- Directions -
Keep only those lines of the records that include the string "Llampúgol".

- Task inputs -

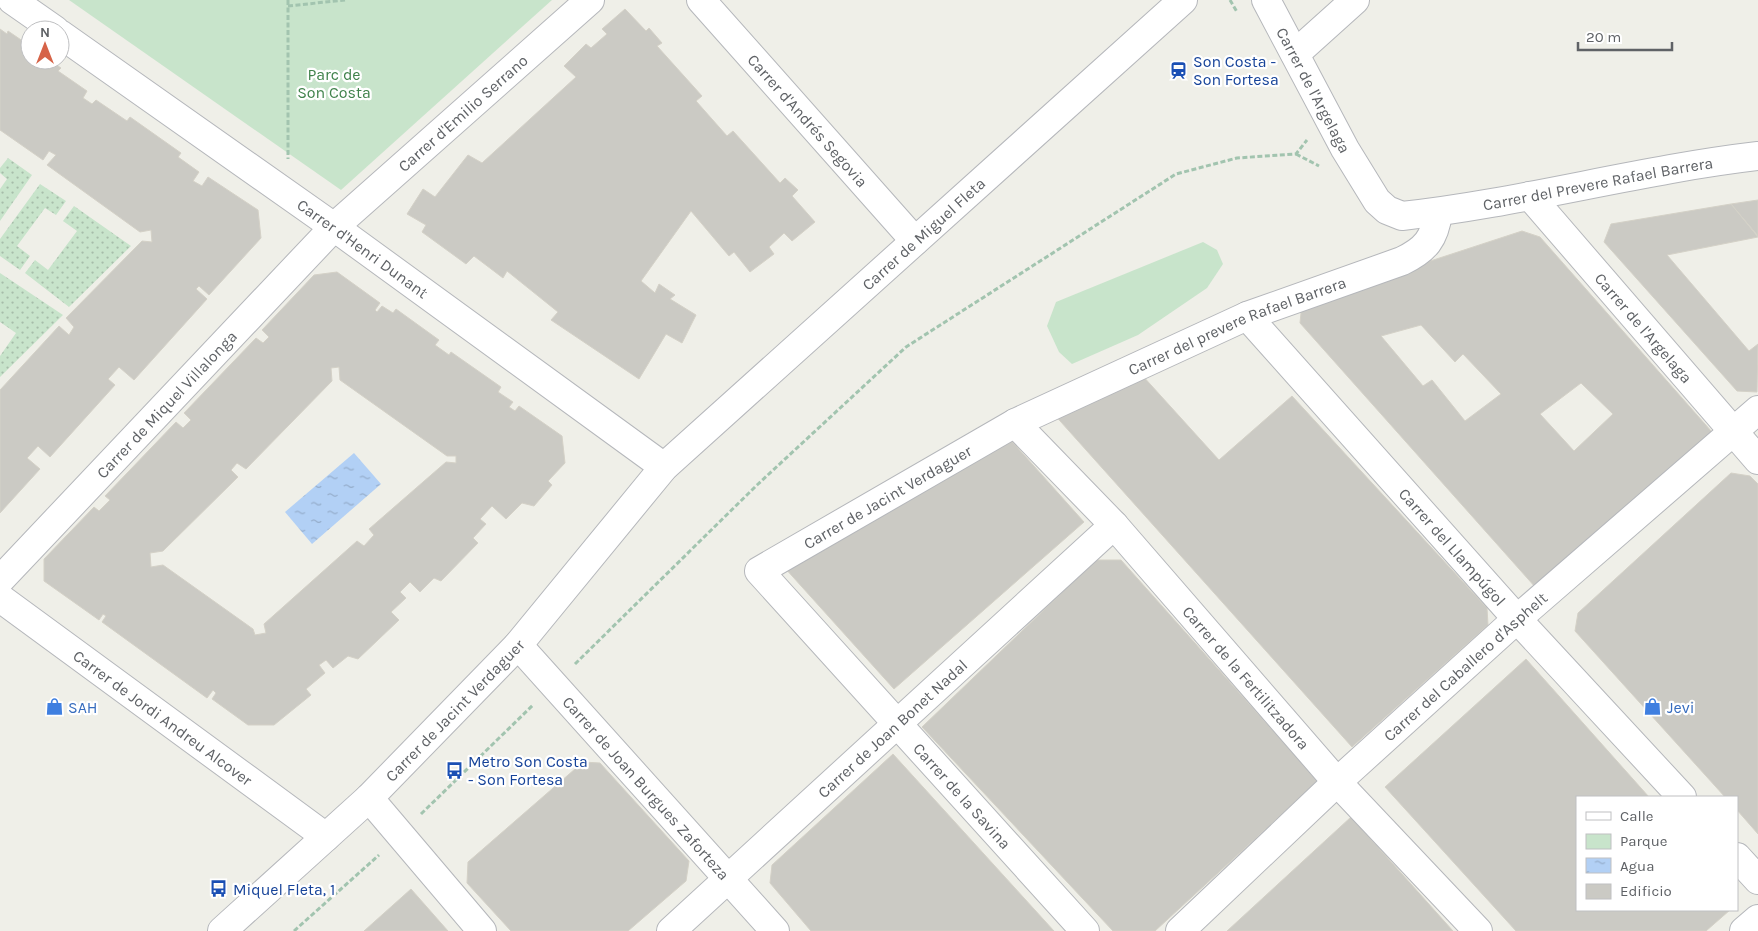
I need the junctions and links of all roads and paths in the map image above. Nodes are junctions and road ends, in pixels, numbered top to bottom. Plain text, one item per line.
1 (12, 0) edge
2 (288, 0) edge
3 (345, 0) edge
4 (590, 0) edge
5 (701, 0) edge
6 (1183, 0) edge
7 (1266, 0) edge
8 (1355, 0) edge
9 (288, 6) junction
10 (41, 20) edge
11 (70, 41) edge
12 (1295, 54) junction
13 (1310, 136) dead end
14 (1758, 156) edge
15 (289, 195) junction
16 (1530, 196) junction
17 (1438, 212) junction
18 (334, 227) junction
19 (915, 241) junction
20 (1247, 316) junction
21 (1758, 410) edge
22 (1015, 423) junction
23 (1733, 432) junction
24 (1758, 460) edge
25 (664, 467) junction
26 (1114, 525) junction
27 (760, 570) joint
28 (0, 580) edge
29 (0, 598) edge
30 (1518, 619) junction
31 (518, 645) junction
32 (554, 684) junction
33 (897, 724) junction
34 (1337, 782) junction
35 (1681, 796) edge
36 (369, 798) junction
37 (399, 835) junction
38 (326, 837) junction
39 (1738, 858) edge
40 (727, 880) junction
41 (1758, 880) edge
42 (1758, 919) edge
43 (222, 931) edge
44 (294, 931) edge
45 (482, 931) edge
46 (671, 931) edge
47 (775, 931) edge
48 (1085, 931) edge
49 (1180, 931) edge
50 (1478, 931) edge
51 (1744, 931) edge

1 - 10 street
2 - 9 path
3 - 9 path
4 - 18 street, Carrer d'Emilio Serrano
5 - 19 street, Carrer d'Andrés Segovia
6 - 19 street, Carrer de Miguel Fleta
7 - 12 street, Carrer de l'Argelaga
8 - 12 street
9 - 15 path
11 - 15 street, Carrer d'Henri Dunant
12 - 17 street, Carrer de l'Argelaga
13 - 32 path
14 - 16 street, Carrer del Prevere Rafael Barrera
15 - 18 street, Carrer d'Henri Dunant
16 - 17 street, Carrer del Prevere Rafael Barrera
16 - 23 street, Carrer de l'Argelaga
17 - 20 street, Carrer del prevere Rafael Barrera
18 - 25 street, Carrer d'Henri Dunant
18 - 28 street, Carrer de Miquel Villalonga
19 - 25 street, Carrer de Miguel Fleta
20 - 22 street, Carrer del prevere Rafael Barrera
20 - 30 street, Carrer del Llampúgol
21 - 23 street, Carrer del Caballero d'Asphelt
22 - 26 street, Carrer de la Fertilitzadora
22 - 27 street, Carrer de Jacint Verdaguer
23 - 24 street, Carrer de l'Argelaga
23 - 30 street, Carrer del Caballero d'Asphelt
25 - 31 street, Carrer de Jacint Verdaguer
26 - 33 street, Carrer de Joan Bonet Nadal
26 - 34 street, Carrer de la Fertilitzadora
27 - 33 street, Carrer de la Savina
29 - 38 street, Carrer de Jordi Andreu Alcover
30 - 34 street, Carrer del Caballero d'Asphelt
30 - 35 street, Carrer del Llampúgol
31 - 32 street, Carrer de Joan Burgues Zaforteza
31 - 36 street, Carrer de Jacint Verdaguer
32 - 37 path
32 - 40 street, Carrer de Joan Burgues Zaforteza
33 - 40 street, Carrer de Joan Bonet Nadal
33 - 48 street, Carrer de la Savina
34 - 49 street, Carrer del Caballero d'Asphelt
34 - 50 street, Carrer de la Fertilitzadora
36 - 37 street
36 - 38 street, Carrer de Jacint Verdaguer
37 - 44 path
37 - 45 street
38 - 43 street, Carrer de Jacint Verdaguer
39 - 41 street
40 - 46 street, Carrer de Joan Bonet Nadal
40 - 47 street, Carrer de Joan Burgues Zaforteza
42 - 51 street

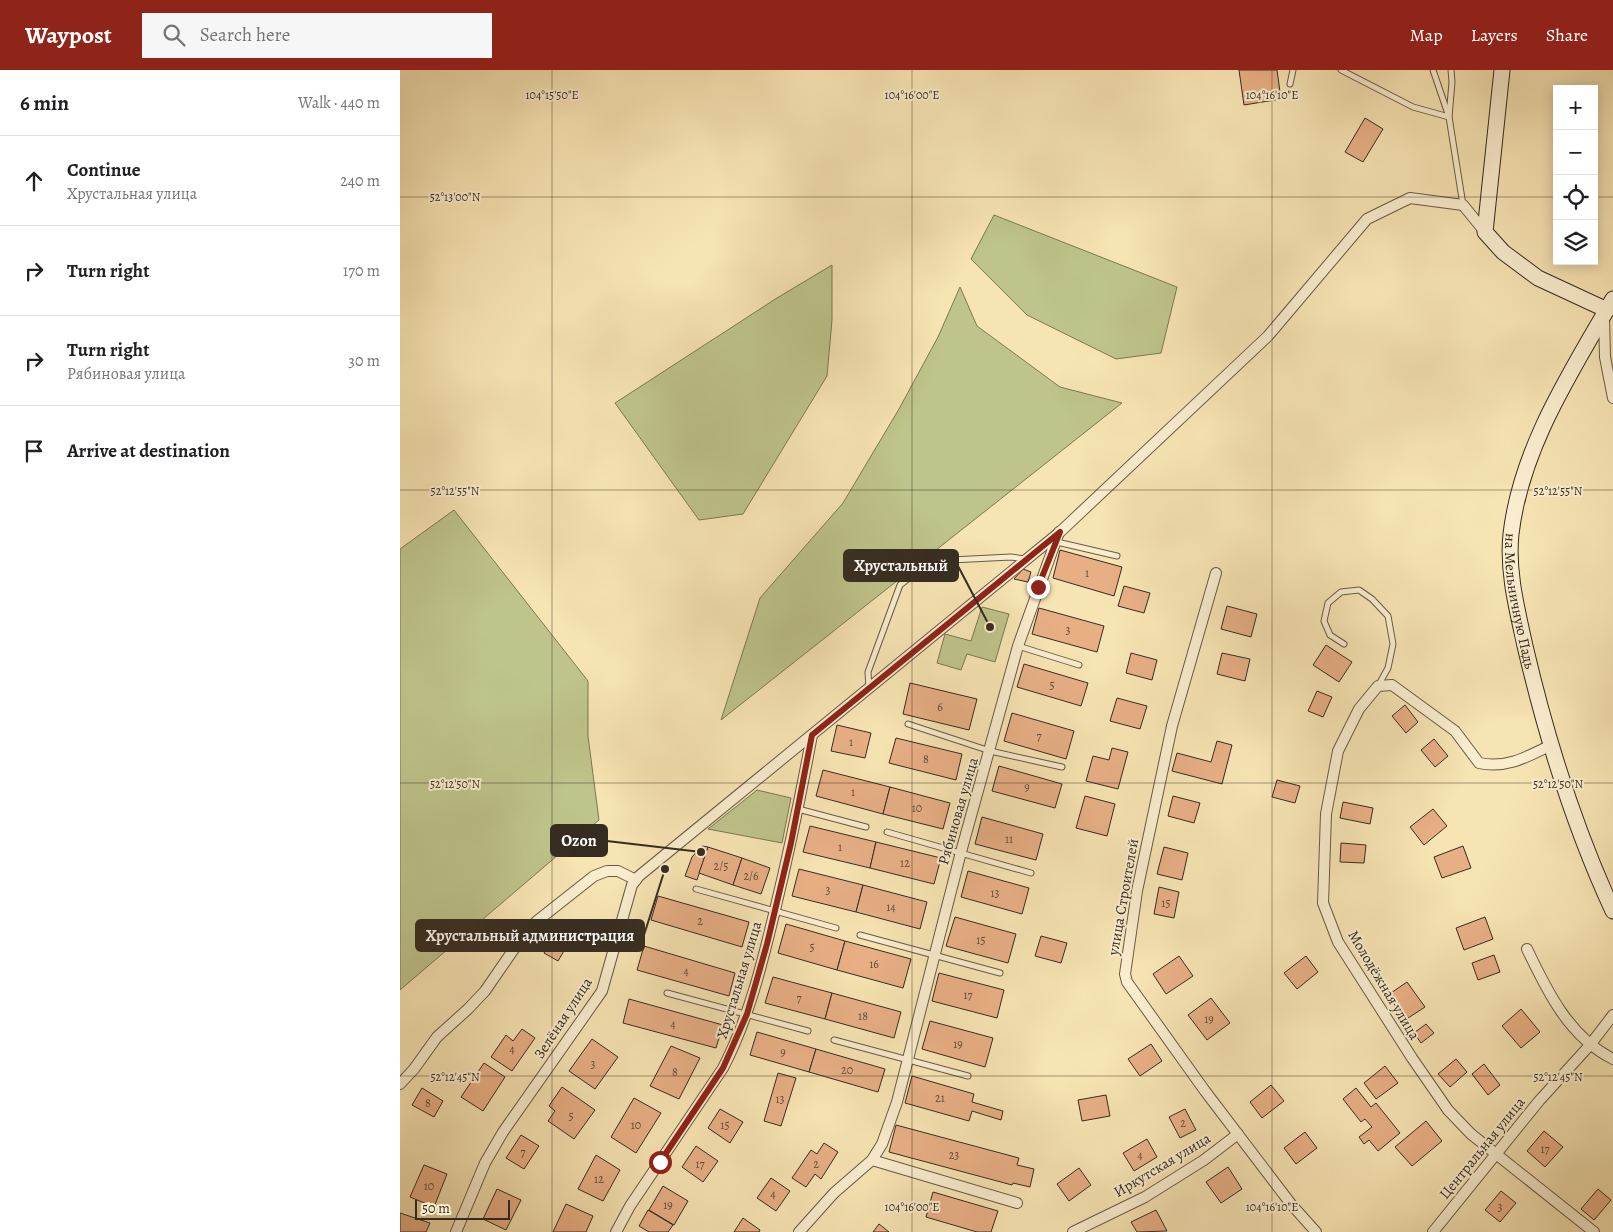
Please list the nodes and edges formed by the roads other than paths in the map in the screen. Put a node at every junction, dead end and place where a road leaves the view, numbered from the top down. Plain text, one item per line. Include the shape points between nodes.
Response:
1 (1293, 70) edge
2 (1341, 70) edge
3 (1433, 70) edge
4 (1451, 70) edge
5 (1502, 70) edge
6 (1290, 84) dead end
7 (1448, 117) junction
8 (1464, 205) junction
9 (1485, 232) junction
10 (1608, 308) edge
11 (1613, 398) edge
12 (1058, 537) junction
13 (1117, 556) dead end
14 (1026, 559) junction
15 (1216, 573) dead end
16 (1344, 644) dead end
17 (1018, 646) junction
18 (1079, 665) dead end
19 (1378, 686) junction
20 (870, 688) junction
21 (908, 724) dead end
22 (812, 735) junction
23 (1551, 745) junction
24 (990, 751) junction
25 (1062, 767) dead end
26 (798, 809) junction
27 (866, 827) dead end
28 (887, 832) dead end
29 (961, 852) junction
30 (1031, 872) dead end
31 (636, 880) junction
32 (696, 889) dead end
33 (1613, 911) edge
34 (775, 912) junction
35 (836, 928) dead end
36 (860, 935) dead end
37 (1527, 948) dead end
38 (934, 956) junction
39 (1000, 973) dead end
40 (667, 993) dead end
41 (747, 1014) junction
42 (1613, 1016) edge
43 (808, 1031) dead end
44 (834, 1040) dead end
45 (1590, 1045) junction
46 (908, 1059) junction
47 (1613, 1059) edge
48 (968, 1076) dead end
49 (400, 1084) edge
50 (1238, 1134) junction
51 (1498, 1154) junction
52 (872, 1160) junction
53 (1017, 1203) dead end
54 (456, 1232) edge
55 (616, 1232) edge
56 (799, 1232) edge
57 (1074, 1232) edge
58 (1316, 1232) edge
59 (1433, 1232) edge
60 (1594, 1232) edge

1 - 6 lane
2 - 7 lane via 1396,100
3 - 7 lane
4 - 7 lane
5 - 9 street
7 - 8 lane
8 - 9 street
8 - 12 street, Зелёная улица via 1410,198 1367,219 1268,336
9 - 10 street via 1503,252 1538,278
10 - 11 street via 1605,357
10 - 23 street, на Мельничную Падь via 1545,422 1524,479 1511,534 1510,564 1516,605
12 - 13 lane
12 - 14 street, Зелёная улица
12 - 17 street, Рябиновая улица
14 - 20 street, Зелёная улица
14 - 20 lane via 931,561 900,585 868,672
15 - 50 street, улица Строителей via 1172,726 1136,891 1125,974 1162,1034
16 - 19 lane via 1330,635 1324,621 1328,603 1341,592 1359,590 1388,616 1393,644 1388,668
17 - 18 lane
17 - 24 street, Рябиновая улица
19 - 23 street via 1392,685 1455,731 1479,763 1493,766 1508,764
19 - 51 street, Молодёжная улица via 1359,709 1338,750 1326,814 1324,903 1338,942 1417,1066 1448,1110 1471,1134
20 - 22 street, Зелёная улица
21 - 24 lane
22 - 26 street, Хрустальная улица
22 - 31 street, Зелёная улица
23 - 33 street, на Мельничную Падь via 1591,862
24 - 25 lane
24 - 29 street, Рябиновая улица
26 - 27 lane
26 - 34 street, Хрустальная улица
28 - 29 lane
29 - 30 lane
29 - 38 street, Рябиновая улица
31 - 49 street via 618,872 606,871 594,876 524,933 485,991 437,1036
31 - 54 street, Зелёная улица via 602,991 503,1132 481,1171
32 - 34 lane
34 - 35 lane
34 - 41 street, Хрустальная улица
36 - 38 lane
37 - 45 street via 1555,1004
38 - 39 lane
38 - 46 street, Рябиновая улица
40 - 41 lane
41 - 43 lane
41 - 55 street, Хрустальная улица via 723,1068
42 - 45 street, Центральная улица
44 - 46 lane
45 - 47 street
45 - 51 street, Центральная улица via 1539,1101
46 - 48 lane
46 - 52 street, Рябиновая улица via 897,1102 882,1144
50 - 57 street, Иркутская улица via 1204,1160 1145,1196
50 - 58 street, улица Строителей
51 - 59 street, Центральная улица
51 - 60 street, Молодёжная улица
52 - 53 street
52 - 56 street via 834,1193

- Solution to the exercise -
20 - 30 street, Carrer del Llampúgol
30 - 35 street, Carrer del Llampúgol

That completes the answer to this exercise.